Showing posts with label bird. Show all posts

Sunday, December 6, 2015

An Odd Bird


Most of our issues live in an inner conflict. We want “A” and “not A” at the same time. This dream explores, but does not resolve, one of these conflicts for this dreamer.
The Dream: I see a flock of birds taking off from a lake. I've never seen a bird that looks like this. It's something like a goose or heron, with a black and white striped crest and tail feathers. It has a white body and a large bill. It's awkward and ugly and appealing all at the same time.

I'm in a very beautiful park, and I see two gay men. I ask one about the bird. He is a birder and knows all about it, telling me about the creature in great detail. After a while I begin to sense his lover is jealous; he assumes that I'm trying to pick up his boyfriend.

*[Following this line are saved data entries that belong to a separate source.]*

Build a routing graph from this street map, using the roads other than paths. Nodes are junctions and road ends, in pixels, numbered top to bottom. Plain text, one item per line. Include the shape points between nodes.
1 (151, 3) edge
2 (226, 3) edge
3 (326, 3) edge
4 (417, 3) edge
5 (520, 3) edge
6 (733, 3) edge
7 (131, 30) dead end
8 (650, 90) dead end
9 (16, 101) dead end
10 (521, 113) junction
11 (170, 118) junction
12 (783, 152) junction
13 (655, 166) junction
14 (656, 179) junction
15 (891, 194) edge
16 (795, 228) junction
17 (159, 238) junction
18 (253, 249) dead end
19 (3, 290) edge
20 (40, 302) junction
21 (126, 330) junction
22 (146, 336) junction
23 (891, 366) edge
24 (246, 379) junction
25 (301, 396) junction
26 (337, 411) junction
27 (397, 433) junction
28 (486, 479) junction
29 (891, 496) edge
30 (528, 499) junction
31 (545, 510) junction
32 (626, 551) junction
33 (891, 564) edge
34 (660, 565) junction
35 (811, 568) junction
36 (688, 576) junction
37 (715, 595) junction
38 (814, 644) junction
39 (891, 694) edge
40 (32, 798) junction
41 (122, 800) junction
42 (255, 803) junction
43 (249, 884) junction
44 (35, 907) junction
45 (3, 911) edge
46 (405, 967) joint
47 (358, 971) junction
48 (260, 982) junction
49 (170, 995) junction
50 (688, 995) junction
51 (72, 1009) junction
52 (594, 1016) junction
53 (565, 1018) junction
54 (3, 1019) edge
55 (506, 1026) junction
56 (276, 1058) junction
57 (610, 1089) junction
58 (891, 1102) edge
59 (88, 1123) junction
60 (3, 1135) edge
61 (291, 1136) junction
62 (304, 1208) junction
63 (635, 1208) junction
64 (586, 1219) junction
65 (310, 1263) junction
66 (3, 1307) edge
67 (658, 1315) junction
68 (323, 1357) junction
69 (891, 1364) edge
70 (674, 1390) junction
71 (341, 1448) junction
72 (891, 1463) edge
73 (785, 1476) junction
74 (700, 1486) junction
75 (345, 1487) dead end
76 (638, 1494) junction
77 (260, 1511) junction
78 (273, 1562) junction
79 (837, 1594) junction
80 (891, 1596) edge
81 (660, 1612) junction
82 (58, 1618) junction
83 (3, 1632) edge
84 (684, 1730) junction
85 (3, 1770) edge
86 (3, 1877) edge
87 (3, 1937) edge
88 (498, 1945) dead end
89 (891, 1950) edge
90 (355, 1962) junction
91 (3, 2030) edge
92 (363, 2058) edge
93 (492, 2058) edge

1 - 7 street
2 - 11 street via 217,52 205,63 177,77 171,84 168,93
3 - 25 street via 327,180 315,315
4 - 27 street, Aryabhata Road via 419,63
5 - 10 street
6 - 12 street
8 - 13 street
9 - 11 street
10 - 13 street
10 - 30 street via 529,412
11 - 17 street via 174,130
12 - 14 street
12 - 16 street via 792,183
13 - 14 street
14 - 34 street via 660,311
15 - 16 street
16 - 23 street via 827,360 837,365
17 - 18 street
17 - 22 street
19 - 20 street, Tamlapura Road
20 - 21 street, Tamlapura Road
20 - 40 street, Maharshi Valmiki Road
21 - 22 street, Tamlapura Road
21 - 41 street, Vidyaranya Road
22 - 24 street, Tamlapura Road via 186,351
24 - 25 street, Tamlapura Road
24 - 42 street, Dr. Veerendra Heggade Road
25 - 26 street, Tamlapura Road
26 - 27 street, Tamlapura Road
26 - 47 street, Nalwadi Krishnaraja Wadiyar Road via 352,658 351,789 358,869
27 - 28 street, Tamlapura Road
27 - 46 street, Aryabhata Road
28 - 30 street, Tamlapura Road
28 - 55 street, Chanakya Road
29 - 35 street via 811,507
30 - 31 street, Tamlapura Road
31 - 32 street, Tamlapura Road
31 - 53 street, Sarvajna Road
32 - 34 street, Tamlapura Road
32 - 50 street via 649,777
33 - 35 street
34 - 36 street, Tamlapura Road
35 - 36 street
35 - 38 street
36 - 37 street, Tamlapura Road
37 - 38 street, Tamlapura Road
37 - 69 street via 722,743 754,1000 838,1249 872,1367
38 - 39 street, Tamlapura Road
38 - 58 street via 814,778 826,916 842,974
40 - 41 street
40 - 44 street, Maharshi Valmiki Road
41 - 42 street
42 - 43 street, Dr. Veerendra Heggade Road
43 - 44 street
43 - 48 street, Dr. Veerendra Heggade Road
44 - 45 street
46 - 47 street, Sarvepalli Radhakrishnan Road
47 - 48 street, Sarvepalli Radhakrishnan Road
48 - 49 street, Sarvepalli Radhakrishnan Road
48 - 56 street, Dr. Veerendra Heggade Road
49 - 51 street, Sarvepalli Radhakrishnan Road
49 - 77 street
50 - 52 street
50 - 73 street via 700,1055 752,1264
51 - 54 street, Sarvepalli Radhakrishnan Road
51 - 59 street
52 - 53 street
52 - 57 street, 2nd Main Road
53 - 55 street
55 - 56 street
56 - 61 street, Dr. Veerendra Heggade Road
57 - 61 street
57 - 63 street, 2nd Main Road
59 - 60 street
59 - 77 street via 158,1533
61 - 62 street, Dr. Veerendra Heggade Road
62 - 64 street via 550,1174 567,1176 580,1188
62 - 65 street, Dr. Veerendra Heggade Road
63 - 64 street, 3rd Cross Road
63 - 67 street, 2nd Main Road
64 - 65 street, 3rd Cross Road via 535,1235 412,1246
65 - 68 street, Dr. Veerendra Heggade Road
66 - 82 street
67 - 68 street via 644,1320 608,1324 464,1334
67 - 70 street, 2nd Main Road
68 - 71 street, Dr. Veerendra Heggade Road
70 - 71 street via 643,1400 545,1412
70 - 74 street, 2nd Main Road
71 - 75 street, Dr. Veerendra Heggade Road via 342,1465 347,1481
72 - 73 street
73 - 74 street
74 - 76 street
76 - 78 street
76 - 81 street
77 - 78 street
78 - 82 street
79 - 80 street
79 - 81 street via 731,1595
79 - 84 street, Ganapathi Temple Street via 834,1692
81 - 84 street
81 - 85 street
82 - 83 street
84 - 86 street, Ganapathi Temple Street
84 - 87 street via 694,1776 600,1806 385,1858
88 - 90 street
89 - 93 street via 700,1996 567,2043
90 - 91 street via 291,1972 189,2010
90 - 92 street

But I'm not. I'm only interested in the bird. As he tells me about it I say, “I picked the right person to ask!”

Interpretation:
This is a dream about fitting in. Both the odd bird and the gay men represent social difficulty. The lover's jealousy is a metaphor for the fear of being left out. While it's awkward and ugly to be an outsider, there's also something about it that I find appealing. And both the bird and the men have found a place—the flock and a relationship—where they are part of something bigger than their own isolated selves.

Sunday, September 28, 2014

Free to Be Me



The Dream: I look out my window. There is a birdhouse full of beautiful birds very close. I enjoy seeing their colors and I want to entice them into a cage I've prepared for them, in the house. After making an attempt I have second thoughts. The birds should be free. I can see them well enough where they are. I decide it would be wrong to cage them and I no longer try.

A little later I see a duck with it face pressed to the screen, wanting to come in. A duck was never in my plans. I don't want him. I feel a little sorry for the creature and its strong wish to enter.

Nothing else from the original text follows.